What to produce:
What lines of the data below hold the string "Gobernador"? Copy each one out.

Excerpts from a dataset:
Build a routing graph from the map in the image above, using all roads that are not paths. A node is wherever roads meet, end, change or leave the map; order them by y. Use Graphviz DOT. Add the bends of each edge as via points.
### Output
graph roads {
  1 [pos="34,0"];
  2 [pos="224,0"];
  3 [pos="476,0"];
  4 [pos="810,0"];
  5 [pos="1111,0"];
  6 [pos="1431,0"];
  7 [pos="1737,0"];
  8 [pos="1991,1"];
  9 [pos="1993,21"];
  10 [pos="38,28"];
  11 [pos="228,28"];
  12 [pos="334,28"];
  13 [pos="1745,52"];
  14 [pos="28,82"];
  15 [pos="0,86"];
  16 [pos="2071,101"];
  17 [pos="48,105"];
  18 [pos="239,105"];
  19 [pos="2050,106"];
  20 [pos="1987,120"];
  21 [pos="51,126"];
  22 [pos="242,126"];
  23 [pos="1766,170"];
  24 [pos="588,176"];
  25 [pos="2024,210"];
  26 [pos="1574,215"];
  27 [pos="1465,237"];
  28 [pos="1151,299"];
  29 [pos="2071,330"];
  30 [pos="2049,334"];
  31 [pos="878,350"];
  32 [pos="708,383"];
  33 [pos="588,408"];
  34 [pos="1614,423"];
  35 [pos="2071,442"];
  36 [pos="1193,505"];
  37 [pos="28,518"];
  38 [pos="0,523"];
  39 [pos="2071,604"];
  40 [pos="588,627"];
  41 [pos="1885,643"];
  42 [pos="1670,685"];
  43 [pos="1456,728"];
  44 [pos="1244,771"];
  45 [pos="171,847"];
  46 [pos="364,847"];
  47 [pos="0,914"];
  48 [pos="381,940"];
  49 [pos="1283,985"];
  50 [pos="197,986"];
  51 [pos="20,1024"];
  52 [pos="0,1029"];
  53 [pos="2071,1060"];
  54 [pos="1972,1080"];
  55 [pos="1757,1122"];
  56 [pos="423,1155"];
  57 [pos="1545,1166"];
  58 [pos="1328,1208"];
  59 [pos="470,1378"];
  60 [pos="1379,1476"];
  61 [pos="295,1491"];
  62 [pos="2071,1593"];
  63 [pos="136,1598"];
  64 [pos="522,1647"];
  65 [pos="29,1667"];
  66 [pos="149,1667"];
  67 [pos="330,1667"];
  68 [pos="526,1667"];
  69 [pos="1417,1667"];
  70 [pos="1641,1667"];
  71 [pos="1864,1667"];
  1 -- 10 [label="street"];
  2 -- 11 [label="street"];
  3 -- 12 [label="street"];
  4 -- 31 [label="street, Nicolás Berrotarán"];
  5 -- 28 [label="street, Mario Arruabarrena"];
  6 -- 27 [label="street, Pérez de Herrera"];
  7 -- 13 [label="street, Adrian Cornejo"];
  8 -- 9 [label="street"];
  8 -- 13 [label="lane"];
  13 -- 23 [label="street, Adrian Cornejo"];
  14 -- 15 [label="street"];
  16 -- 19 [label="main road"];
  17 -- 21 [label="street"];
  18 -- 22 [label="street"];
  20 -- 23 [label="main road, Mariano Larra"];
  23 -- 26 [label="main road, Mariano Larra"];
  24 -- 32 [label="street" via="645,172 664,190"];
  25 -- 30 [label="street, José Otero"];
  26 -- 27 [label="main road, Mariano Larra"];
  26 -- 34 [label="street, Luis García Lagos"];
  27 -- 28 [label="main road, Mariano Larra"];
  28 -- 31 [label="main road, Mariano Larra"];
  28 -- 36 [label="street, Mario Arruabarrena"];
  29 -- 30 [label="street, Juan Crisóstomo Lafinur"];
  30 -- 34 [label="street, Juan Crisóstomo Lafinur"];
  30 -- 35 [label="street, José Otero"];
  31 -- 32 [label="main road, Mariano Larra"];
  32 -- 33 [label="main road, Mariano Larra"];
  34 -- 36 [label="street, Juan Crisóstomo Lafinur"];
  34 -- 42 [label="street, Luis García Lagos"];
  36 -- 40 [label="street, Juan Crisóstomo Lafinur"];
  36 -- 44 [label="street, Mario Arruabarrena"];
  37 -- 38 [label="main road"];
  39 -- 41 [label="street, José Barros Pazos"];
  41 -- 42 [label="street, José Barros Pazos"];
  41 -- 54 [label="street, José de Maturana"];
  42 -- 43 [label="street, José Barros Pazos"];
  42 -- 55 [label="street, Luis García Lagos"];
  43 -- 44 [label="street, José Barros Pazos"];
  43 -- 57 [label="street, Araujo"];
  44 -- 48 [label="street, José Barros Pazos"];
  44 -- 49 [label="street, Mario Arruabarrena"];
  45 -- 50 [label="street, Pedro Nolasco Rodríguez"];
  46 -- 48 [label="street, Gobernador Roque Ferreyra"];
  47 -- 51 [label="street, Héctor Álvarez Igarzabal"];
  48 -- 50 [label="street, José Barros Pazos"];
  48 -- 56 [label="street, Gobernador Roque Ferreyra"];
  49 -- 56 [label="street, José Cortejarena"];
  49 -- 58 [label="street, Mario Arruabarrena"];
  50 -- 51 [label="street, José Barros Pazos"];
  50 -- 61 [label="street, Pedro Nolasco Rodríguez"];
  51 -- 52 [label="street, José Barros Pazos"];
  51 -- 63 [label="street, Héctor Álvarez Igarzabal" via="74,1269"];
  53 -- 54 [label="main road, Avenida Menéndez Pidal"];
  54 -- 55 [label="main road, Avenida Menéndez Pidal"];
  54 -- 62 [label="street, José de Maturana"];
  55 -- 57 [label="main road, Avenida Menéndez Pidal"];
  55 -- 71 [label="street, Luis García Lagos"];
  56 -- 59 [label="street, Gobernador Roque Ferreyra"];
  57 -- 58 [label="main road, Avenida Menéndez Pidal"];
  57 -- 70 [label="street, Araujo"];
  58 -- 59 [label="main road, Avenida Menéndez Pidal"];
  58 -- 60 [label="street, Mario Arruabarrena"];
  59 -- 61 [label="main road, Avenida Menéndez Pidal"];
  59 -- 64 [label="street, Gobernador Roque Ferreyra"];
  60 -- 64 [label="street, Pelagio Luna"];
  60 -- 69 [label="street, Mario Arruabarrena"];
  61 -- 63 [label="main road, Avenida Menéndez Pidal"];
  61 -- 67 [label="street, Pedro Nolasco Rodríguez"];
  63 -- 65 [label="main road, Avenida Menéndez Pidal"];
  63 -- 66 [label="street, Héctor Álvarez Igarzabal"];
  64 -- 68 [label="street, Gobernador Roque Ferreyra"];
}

Solution to this problem:
  46 -- 48 [label="street, Gobernador Roque Ferreyra"];
  48 -- 56 [label="street, Gobernador Roque Ferreyra"];
  56 -- 59 [label="street, Gobernador Roque Ferreyra"];
  59 -- 64 [label="street, Gobernador Roque Ferreyra"];
  64 -- 68 [label="street, Gobernador Roque Ferreyra"];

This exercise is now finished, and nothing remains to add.